7. STIR/SHAKEN Implementation

The patchwork process of various federal and state-level mandates relating to STIR/SHAKEN call authentication protocols hit a major milestone this summer with the FCC deadline for major telecommunications to implement STIR/SHAKEN. Major carriers were required to adopt the protocols by June 30, 2021. Additionally, the FCC moved up the deadline for small carriers to implement STIR/SHAKEN from June 30, 2023 to June 30, 2022.

8. Supreme Court Affirms the Need for Actual Injury for Article III Standing in TransUnion v. Ramirez

For marketers, the second most important Supreme Court ruling in 2021 was not a TCPA case but rather a case relating to the Fair Credit Reporting Act (FCRA). In TransUnion v. Ramirez, the Supreme Court considered a case in which a class of 8,185 individuals sued TransUnion for producing credit reports that erroneously identified them as being on the Treasury Department’s list of suspected terrorists, drug traffickers, and major criminals. However, SCOTUS ruled that only 1,853 members of the class had standing to bring suit as those were the only class members whose reports were sent to third parties.

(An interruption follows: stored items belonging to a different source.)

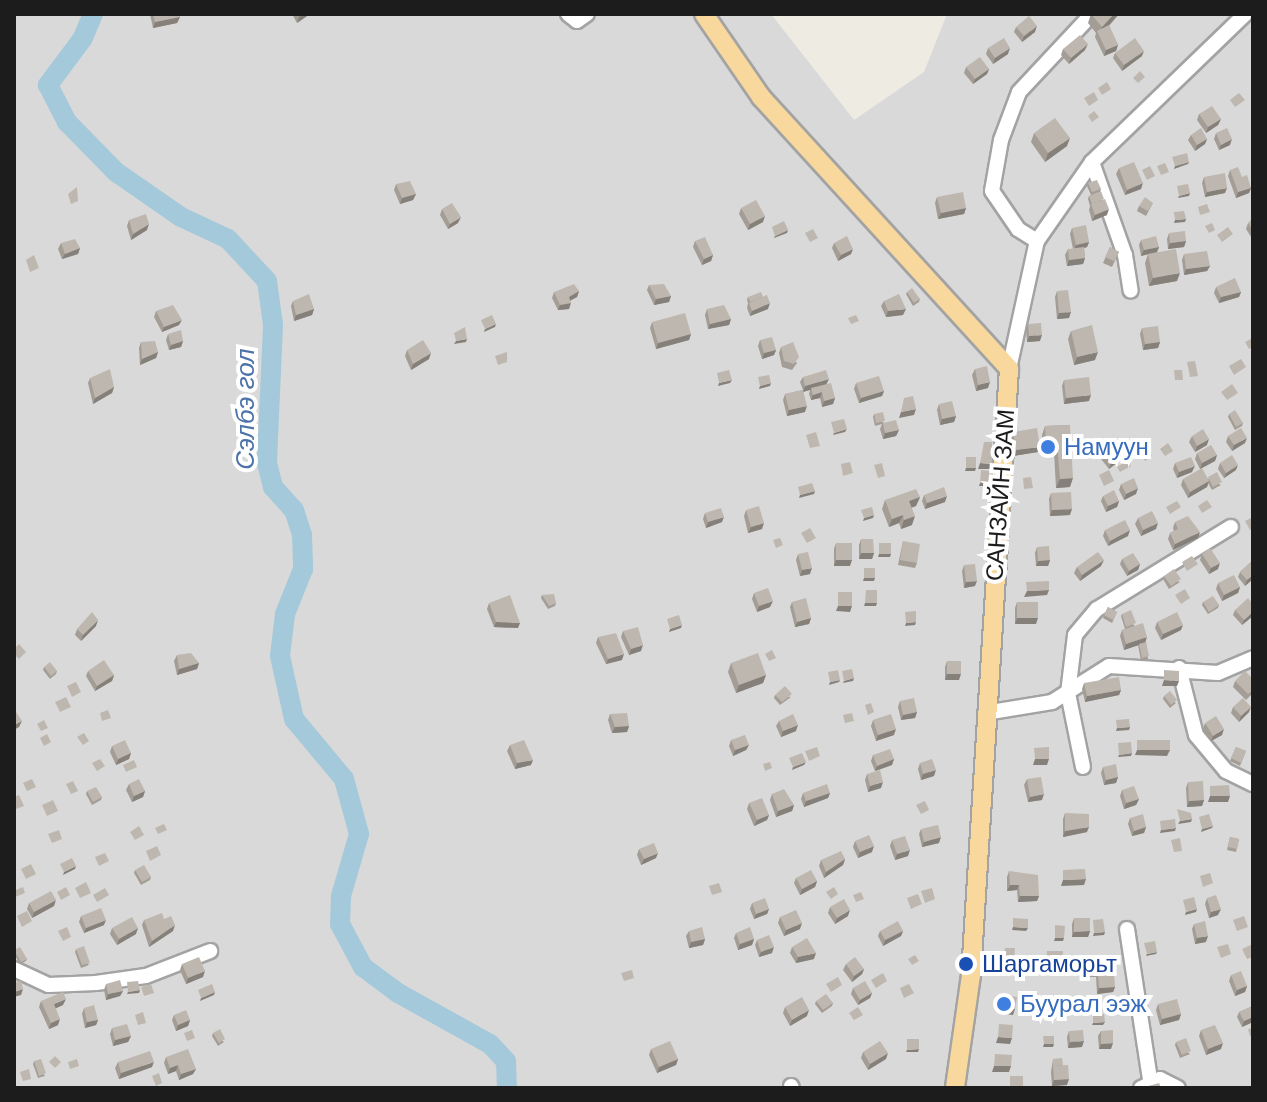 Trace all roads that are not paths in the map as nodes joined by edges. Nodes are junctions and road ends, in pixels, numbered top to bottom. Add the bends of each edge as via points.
1 (568, 14) edge
2 (587, 14) edge
3 (704, 14) edge
4 (1092, 14) edge
5 (1245, 14) edge
6 (1076, 21) edge
7 (1092, 162) junction
8 (1037, 241) junction
9 (1131, 291) dead end
10 (1009, 369) junction
11 (1231, 527) dead end
12 (1253, 658) edge
13 (1179, 668) junction
14 (1068, 693) junction
15 (985, 713) junction
16 (1083, 767) dead end
17 (1253, 784) edge
18 (1127, 929) dead end
19 (210, 951) dead end
20 (14, 969) edge
21 (1146, 1084) edge
22 (955, 1088) edge
23 (1178, 1088) edge

1 - 2 street via 577,21
3 - 10 main road via 761,97
4 - 6 street
5 - 7 street
6 - 8 street via 1019,92 1001,140 992,191 1018,229
7 - 8 street
7 - 9 street via 1125,255
8 - 10 street
10 - 15 main road, САНЗАЙН ЗАМ
11 - 14 street via 1097,609 1075,635
12 - 13 street via 1218,673
13 - 14 street via 1109,666 1086,676
13 - 17 street via 1196,735 1226,771
14 - 15 street via 1052,702
14 - 16 street
15 - 22 main road, САНЗАЙН ЗАМ via 971,975
18 - 21 street
19 - 20 street via 146,976 96,983 49,985
21 - 23 street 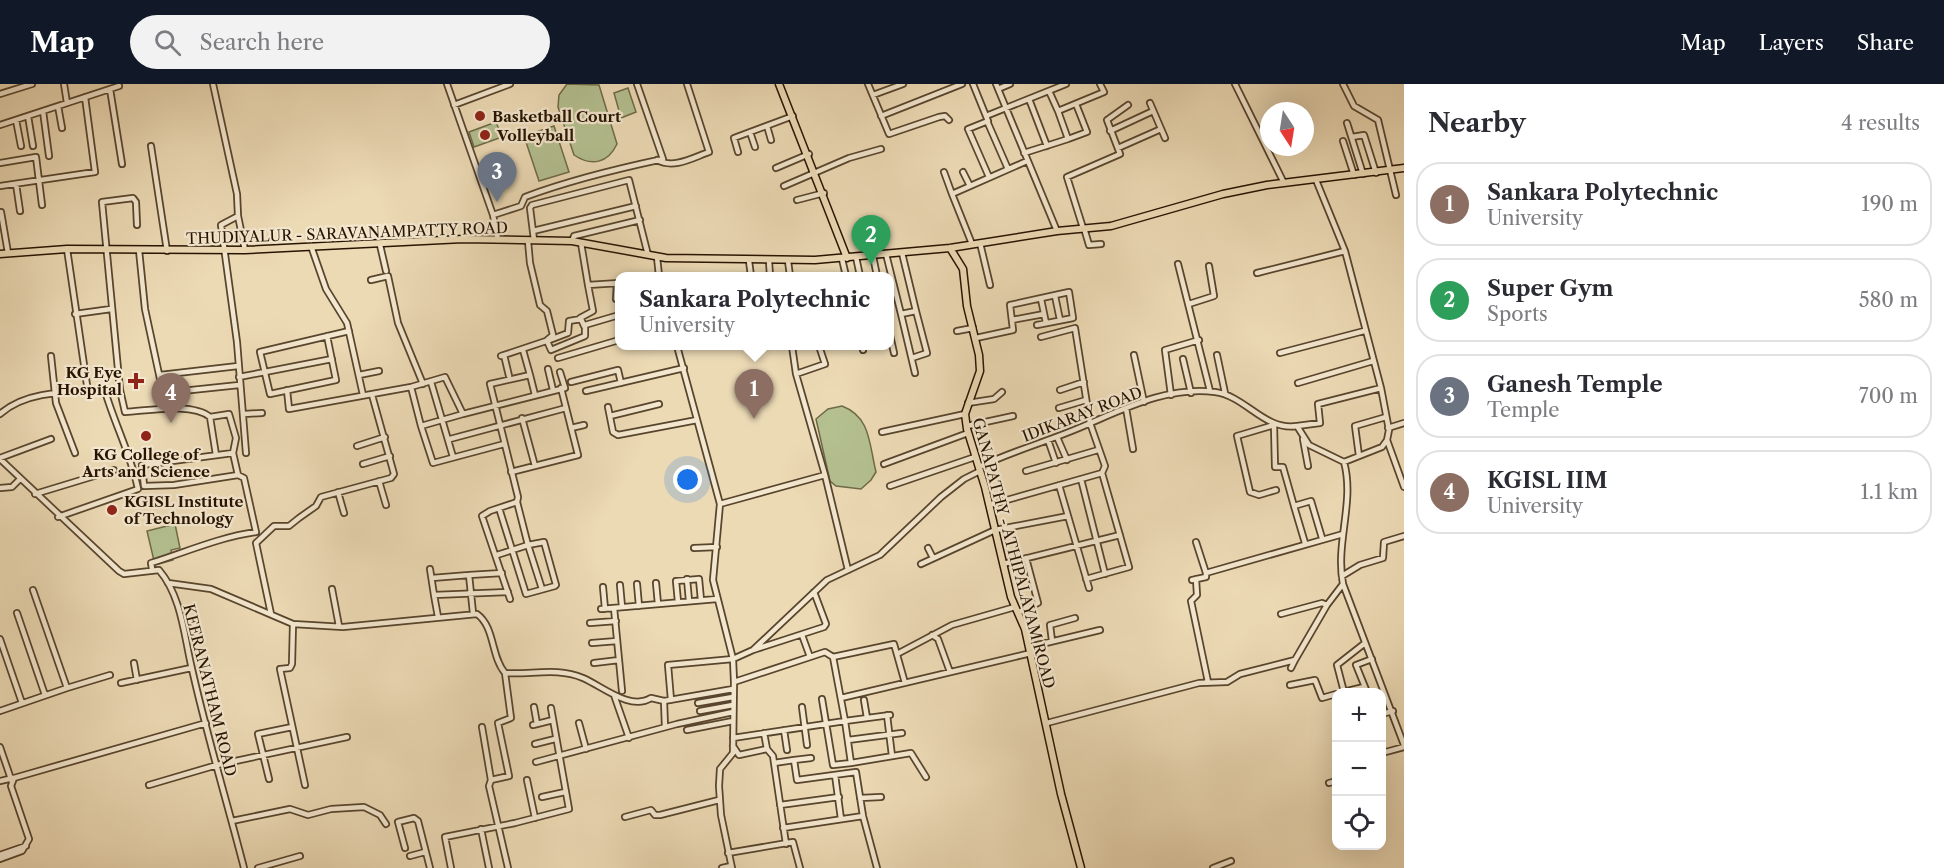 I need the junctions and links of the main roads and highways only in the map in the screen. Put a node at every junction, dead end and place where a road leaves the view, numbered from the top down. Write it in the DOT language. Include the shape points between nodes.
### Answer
graph roads {
  1 [pos="779,84"];
  2 [pos="1404,168"];
  3 [pos="950,248"];
  4 [pos="0,254"];
  5 [pos="845,258"];
  6 [pos="1081,868"];
  1 -- 5 [label="main road" via="824,193"];
  2 -- 3 [label="main road, THUDIYALUR - SARAVANAMPATTY ROAD" via="1222,194 1111,226"];
  3 -- 5 [label="main road, THUDIYALUR - SARAVANAMPATTY ROAD"];
  3 -- 6 [label="main road, GANAPATHY - ATHIPALAYAM ROAD" via="963,269 980,371 964,414 1030,650"];
  4 -- 5 [label="main road, THUDIYALUR - SARAVANAMPATTY ROAD" via="67,249 245,250 463,239 572,241 657,258"];
} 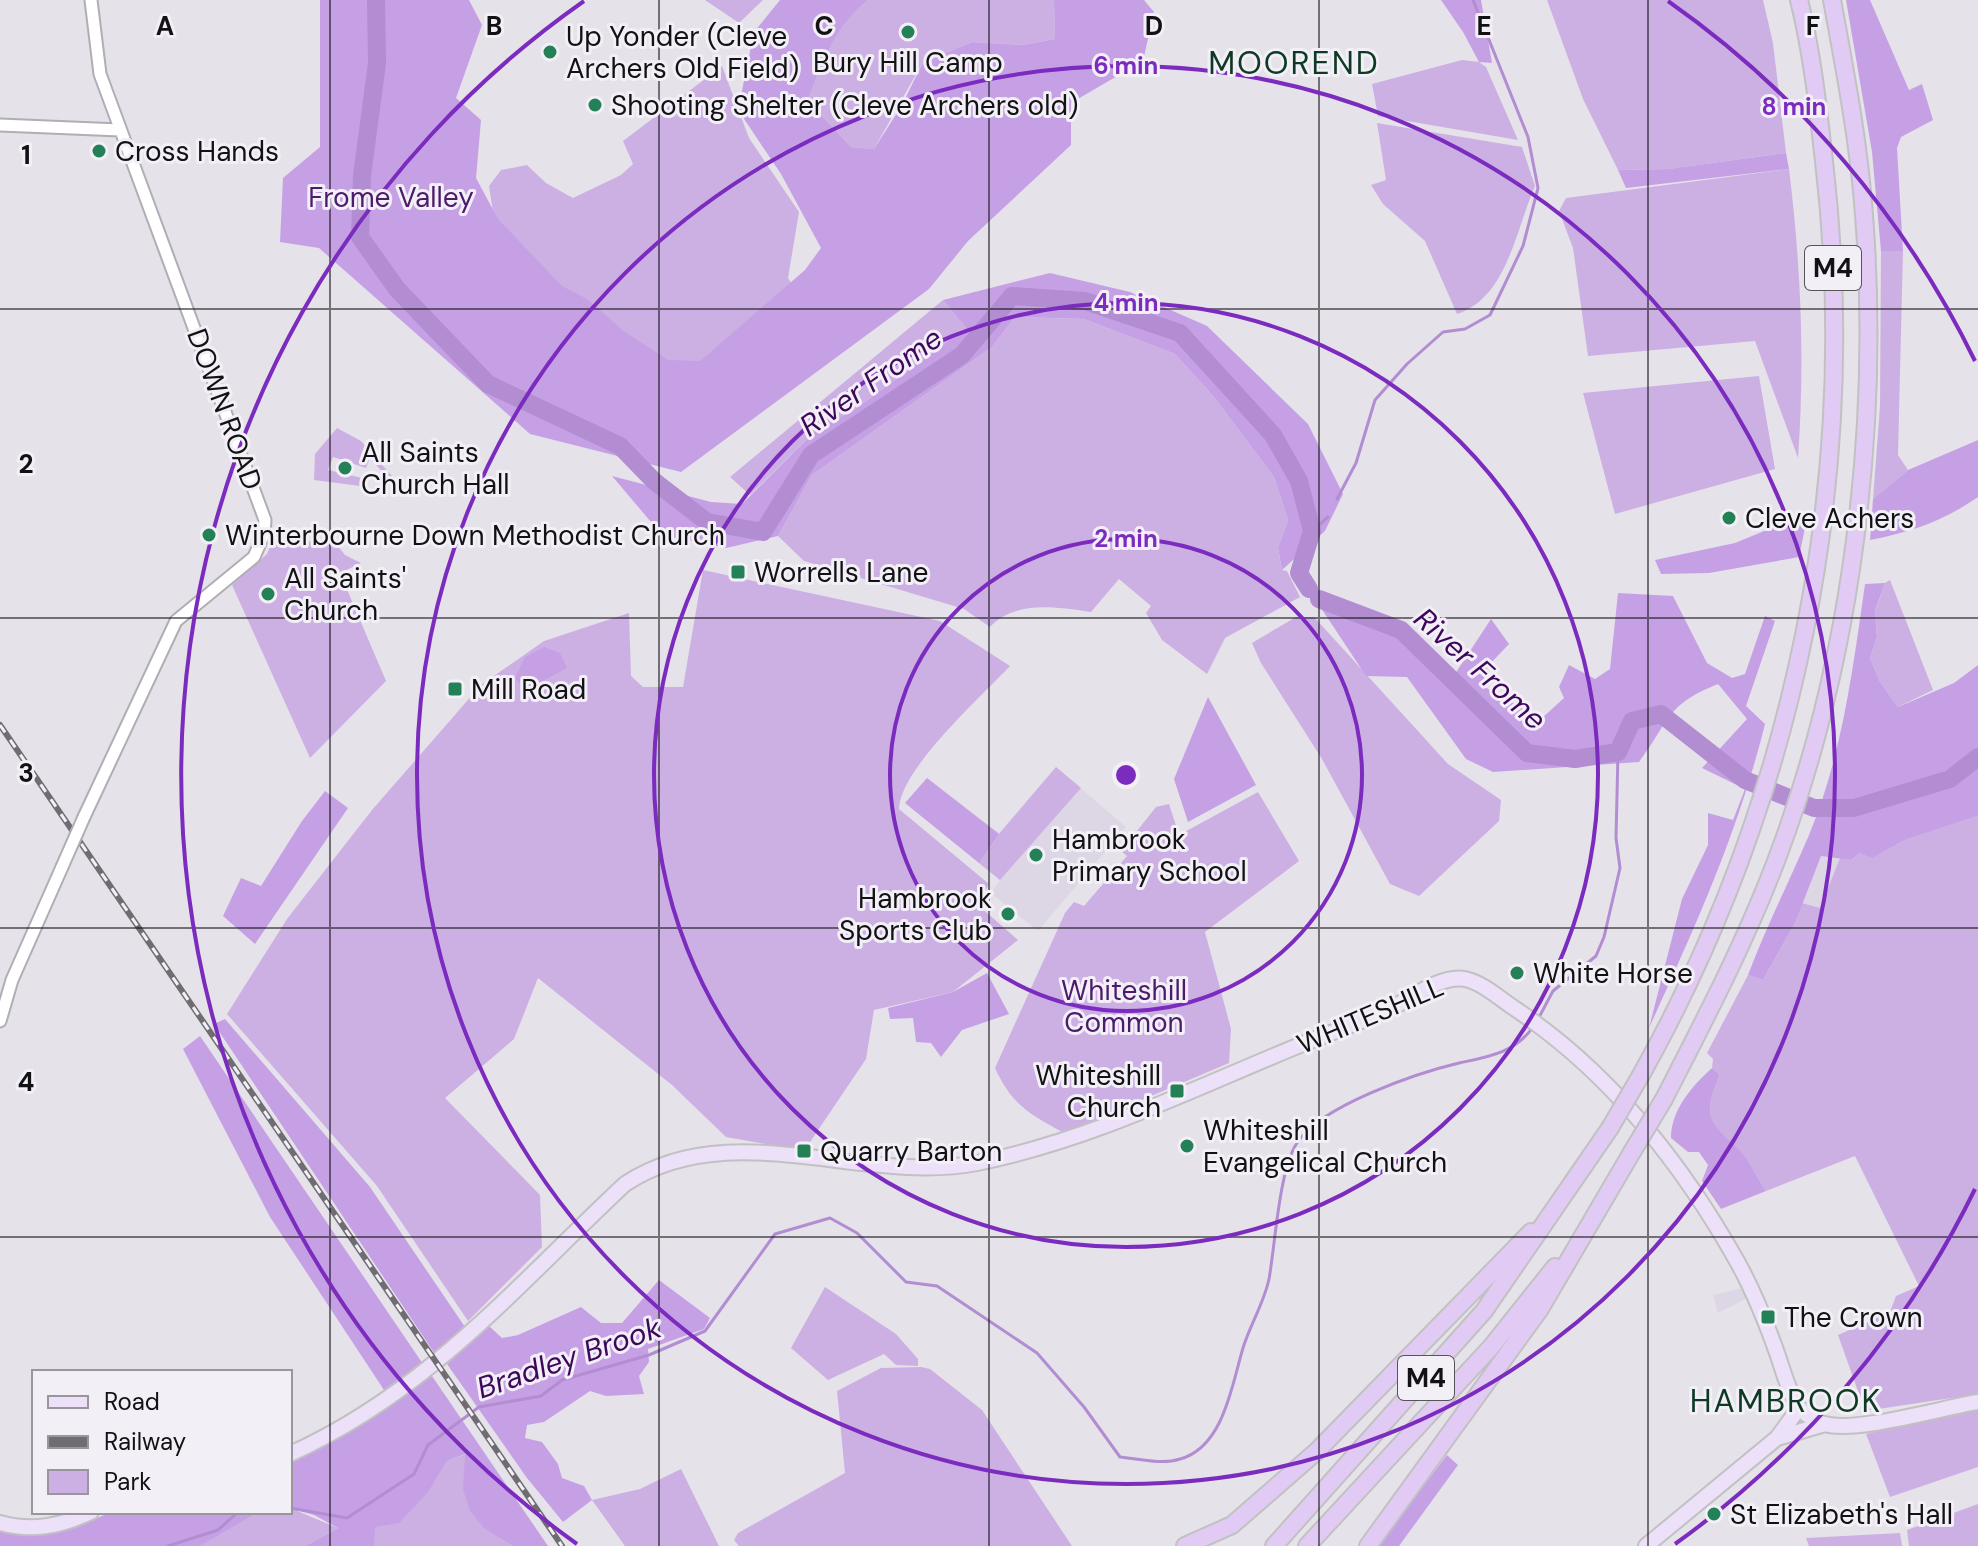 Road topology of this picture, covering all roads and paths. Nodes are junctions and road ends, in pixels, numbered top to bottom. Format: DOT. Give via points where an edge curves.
graph roads {
  1 [pos="91,0"];
  2 [pos="1799,0"];
  3 [pos="1832,0"];
  4 [pos="0,125"];
  5 [pos="120,130"];
  6 [pos="0,1021"];
  7 [pos="1564,1199"];
  8 [pos="1591,1221"];
  9 [pos="1978,1402"];
  10 [pos="1799,1408"];
  11 [pos="1825,1424"];
  12 [pos="1777,1438"];
  13 [pos="292,1453"];
  14 [pos="87,1514"];
  15 [pos="0,1523"];
  16 [pos="1185,1546"];
  17 [pos="1274,1546"];
  18 [pos="1307,1546"];
  19 [pos="1368,1546"];
  20 [pos="1646,1546"];
  1 -- 5 [label="street, DOWN ROAD" via="100,74"];
  2 -- 7 [label="highway, M4, bridge" via="1820,123 1835,307 1833,426 1812,592 1785,722 1748,840 1687,994"];
  3 -- 8 [label="highway, M4, bridge" via="1853,119 1869,316 1866,426 1847,579 1816,729 1779,854 1664,1099"];
  4 -- 5 [label="street"];
  5 -- 6 [label="street, DOWN ROAD, bridge" via="265,520 264,534 254,557 176,621 12,980"];
  7 -- 16 [label="highway, M4" via="1340,1429 1232,1525"];
  7 -- 17 [label="highway, M4" via="1484,1311"];
  8 -- 18 [label="highway, M4" via="1492,1346"];
  8 -- 19 [label="highway, M4" via="1540,1309"];
  9 -- 11 [label="main road" via="1850,1426"];
  10 -- 11 [label="main road"];
  10 -- 12 [label="main road"];
  10 -- 13 [label="main road, WHITESHILL" via="1759,1305 1702,1203 1638,1117 1552,1036 1465,979 1444,982 1141,1113 980,1162 944,1168 877,1167 720,1151 655,1168 617,1191 450,1353"];
  11 -- 12 [label="main road"];
  12 -- 20 [label="main road"];
  14 -- 15 [label="main road" via="46,1527"];
}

This decision is relevant to TCPA litigation because it addressed the question of what constitutes harm for the purposes of Article III standing. In the ruling, the Supreme Court held that “[o]nly plaintiffs concretely harmed by a defendant’s statutory violation have Article III standing to seek damages against that private defendant in federal court.” SCOTUS succinctly explained that “[a]n injury in law is not an injury in fact.” This is a stronger, more direct opinion than the Court’s landmark opinion in Spokeo v. Robins and will undoubtedly prove to be an important precedent in determining who has standing to file lawsuits under the TCPA.

9. Court Rules Against Caller for Not Producing Written DNC Policy

The TCPA requires callers to have a written DNC policy. But until recently, it was not considered a violation worthy of monetary penalty if the caller could not produce that policy if a call recipient demanded it. A case before the District Court in Massachusetts changed that. The case—Perrong v. All Star Chimney Solutions, Inc.—involves infamous serial plaintiff Andrew Perrong. The plaintiff alleged that he received four calls from the defendant despite his number appearing on the National Do Not Call (DNC) Registry. He also alleged that the defendant “did not have a written policy, available on demand, pertaining to do-not-call requests." The court ruled in his favor, albeit only for $500, not the $2,000 that Perrong had sought. The court found that the failure to have a written policy was only a single TCPA violation, not one that would be penalized on a per-call basis.

10. Ohio Passes Anti-Spoofing Law

Ohio Governor Mike DeWine signed a bill into law that criminalizes the use of phone number spoofing to make the recipient believe that a call is coming from a trusted source. Violations of this law may be prosecuted as fifth-degree felonies, or fourth-degree felonies if they target certain categories of vulnerable individuals, including the elderly, disabled people, and veterans and their spouses.